Side view of an anonymous mask facing a hand holding a red flower against a black background.

About a week ago, I had a test, and instead of focusing on the actual intent of the test which was to test our knowledge, I was more transfixed by the content of the articles in the test papers. I spent several minutes nodding my head in agreement with the various perspectives of the writers. I even almost did a little dance each time I read a line I could totally relate to.

The content in the articles was in relation to Persona. Basically, it refers to the “act” that individuals present in front of other people to get a certain reaction, achieve a goal, stir or prompt certain emotions from a certain audience. Most definitely because of upbringing and parental expectations, I used to do exactly as instructed regardless of what I actually felt. You know?

Like some sort of programming.

Like a robot.

As a proper overthinker, I have always been conscious of this which eventually led me to trying out a variety of things. Conduct an experiment in some way. Place myself in uncomfortable situations. Situations I would usually run away from. I had so many questions.

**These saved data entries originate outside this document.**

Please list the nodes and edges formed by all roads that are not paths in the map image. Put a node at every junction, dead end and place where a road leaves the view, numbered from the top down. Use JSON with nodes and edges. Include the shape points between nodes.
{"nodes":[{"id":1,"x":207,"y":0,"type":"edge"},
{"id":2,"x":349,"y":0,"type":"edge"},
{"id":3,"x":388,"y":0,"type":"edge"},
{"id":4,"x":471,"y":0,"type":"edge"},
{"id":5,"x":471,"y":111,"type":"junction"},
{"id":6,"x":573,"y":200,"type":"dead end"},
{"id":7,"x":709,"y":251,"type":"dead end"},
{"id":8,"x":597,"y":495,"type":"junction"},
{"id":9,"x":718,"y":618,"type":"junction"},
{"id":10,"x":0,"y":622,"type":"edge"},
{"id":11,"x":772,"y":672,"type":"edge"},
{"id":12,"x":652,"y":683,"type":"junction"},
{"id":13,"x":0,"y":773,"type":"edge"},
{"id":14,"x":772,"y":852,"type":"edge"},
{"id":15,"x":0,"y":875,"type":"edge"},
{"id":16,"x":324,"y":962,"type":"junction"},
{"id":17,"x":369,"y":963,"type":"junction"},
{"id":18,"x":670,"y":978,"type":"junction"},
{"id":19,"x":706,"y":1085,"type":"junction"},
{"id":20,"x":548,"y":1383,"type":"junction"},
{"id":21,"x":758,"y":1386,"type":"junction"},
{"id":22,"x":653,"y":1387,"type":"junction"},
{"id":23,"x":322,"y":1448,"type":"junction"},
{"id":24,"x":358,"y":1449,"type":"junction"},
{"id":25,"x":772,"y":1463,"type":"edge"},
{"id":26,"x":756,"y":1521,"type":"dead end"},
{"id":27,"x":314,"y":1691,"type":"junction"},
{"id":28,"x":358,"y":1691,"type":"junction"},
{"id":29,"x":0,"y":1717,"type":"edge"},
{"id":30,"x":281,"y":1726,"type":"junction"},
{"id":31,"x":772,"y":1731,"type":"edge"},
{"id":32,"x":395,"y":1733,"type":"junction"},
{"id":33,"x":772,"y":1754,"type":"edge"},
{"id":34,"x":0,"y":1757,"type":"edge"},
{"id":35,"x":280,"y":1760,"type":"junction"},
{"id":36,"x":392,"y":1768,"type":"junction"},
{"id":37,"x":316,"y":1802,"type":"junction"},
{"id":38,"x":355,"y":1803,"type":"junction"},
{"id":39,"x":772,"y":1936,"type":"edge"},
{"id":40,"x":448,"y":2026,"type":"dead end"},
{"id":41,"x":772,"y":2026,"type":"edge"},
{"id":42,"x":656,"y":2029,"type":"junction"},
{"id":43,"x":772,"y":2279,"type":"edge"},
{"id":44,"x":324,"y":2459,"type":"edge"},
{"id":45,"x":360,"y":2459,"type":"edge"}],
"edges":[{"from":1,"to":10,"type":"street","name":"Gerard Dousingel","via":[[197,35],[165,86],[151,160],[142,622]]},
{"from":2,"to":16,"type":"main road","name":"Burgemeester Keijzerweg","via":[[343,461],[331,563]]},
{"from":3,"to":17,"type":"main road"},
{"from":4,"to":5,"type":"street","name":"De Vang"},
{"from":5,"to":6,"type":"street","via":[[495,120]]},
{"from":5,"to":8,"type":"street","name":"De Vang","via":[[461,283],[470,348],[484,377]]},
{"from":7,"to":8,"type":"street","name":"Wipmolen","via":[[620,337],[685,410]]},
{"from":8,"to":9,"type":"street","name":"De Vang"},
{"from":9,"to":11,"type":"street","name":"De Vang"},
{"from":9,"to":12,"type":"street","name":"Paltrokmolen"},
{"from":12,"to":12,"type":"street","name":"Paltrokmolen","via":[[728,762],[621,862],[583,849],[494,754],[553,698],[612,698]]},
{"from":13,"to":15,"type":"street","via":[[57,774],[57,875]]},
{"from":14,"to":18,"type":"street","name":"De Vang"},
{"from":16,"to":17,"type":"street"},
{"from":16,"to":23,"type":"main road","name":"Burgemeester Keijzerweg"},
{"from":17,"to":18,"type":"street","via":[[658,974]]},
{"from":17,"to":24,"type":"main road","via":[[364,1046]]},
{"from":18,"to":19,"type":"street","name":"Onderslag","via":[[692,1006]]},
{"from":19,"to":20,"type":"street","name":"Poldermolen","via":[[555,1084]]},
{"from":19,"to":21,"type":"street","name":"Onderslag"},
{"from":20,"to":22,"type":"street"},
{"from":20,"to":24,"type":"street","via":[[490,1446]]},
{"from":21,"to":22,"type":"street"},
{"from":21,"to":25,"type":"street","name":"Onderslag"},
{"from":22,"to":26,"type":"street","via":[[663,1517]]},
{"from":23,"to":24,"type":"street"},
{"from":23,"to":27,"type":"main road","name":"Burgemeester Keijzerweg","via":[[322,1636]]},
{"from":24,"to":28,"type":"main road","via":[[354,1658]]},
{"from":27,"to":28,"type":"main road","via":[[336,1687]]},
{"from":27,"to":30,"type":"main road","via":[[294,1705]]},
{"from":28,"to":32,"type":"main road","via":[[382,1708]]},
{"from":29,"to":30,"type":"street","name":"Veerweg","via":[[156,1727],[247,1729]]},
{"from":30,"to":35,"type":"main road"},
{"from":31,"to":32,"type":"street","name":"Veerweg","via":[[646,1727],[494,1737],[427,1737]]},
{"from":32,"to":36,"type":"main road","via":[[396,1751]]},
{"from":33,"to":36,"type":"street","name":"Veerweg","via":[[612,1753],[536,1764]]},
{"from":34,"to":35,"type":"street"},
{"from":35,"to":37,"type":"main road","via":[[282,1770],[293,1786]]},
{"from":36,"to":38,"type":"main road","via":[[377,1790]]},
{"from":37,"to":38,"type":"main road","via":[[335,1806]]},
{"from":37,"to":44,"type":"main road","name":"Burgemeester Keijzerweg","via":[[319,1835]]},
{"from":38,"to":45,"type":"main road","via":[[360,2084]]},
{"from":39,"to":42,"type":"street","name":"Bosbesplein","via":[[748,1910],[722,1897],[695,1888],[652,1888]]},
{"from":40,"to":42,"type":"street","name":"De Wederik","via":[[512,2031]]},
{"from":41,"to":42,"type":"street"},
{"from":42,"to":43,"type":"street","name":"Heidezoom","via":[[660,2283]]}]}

“Am I quiet because I have nothing to say or because I am scared of voicing my opinions”?

“Who am I really”?

“Why do I go silent when I get angry?”

“Why am I unable to stop crying when I am unable to express myself”?

“Why do I feel scared socialising with people”?

“Why do I feel unnecessary anger when having arguments with people even when it is supposed to be a discussion with different opinions”?

“Why do I avoid arguments in general”?

Subsequently, I began to get better at expressing myself. These “experiments” actually always end in the same way. Chaotic. But in the end, I just know I progressed in some sort of way.

“I used to think I was a better listener, I figured out recently that I am actually more of a yapper”.

“I used to think I was cool, collected and calculating”.

But I think that by deciding to figure out the kind of person I actually am, I opened up a door.

A door that leads to a lot of other persons probably waiting for something or someone to awaken them.

I noticed a while back that I reacted or should I say “acted” very different when dealing with various types of individuals. I honestly was having a hard time distinguishing between the concept of persona and the “multiple personality disorder” theory I had read online.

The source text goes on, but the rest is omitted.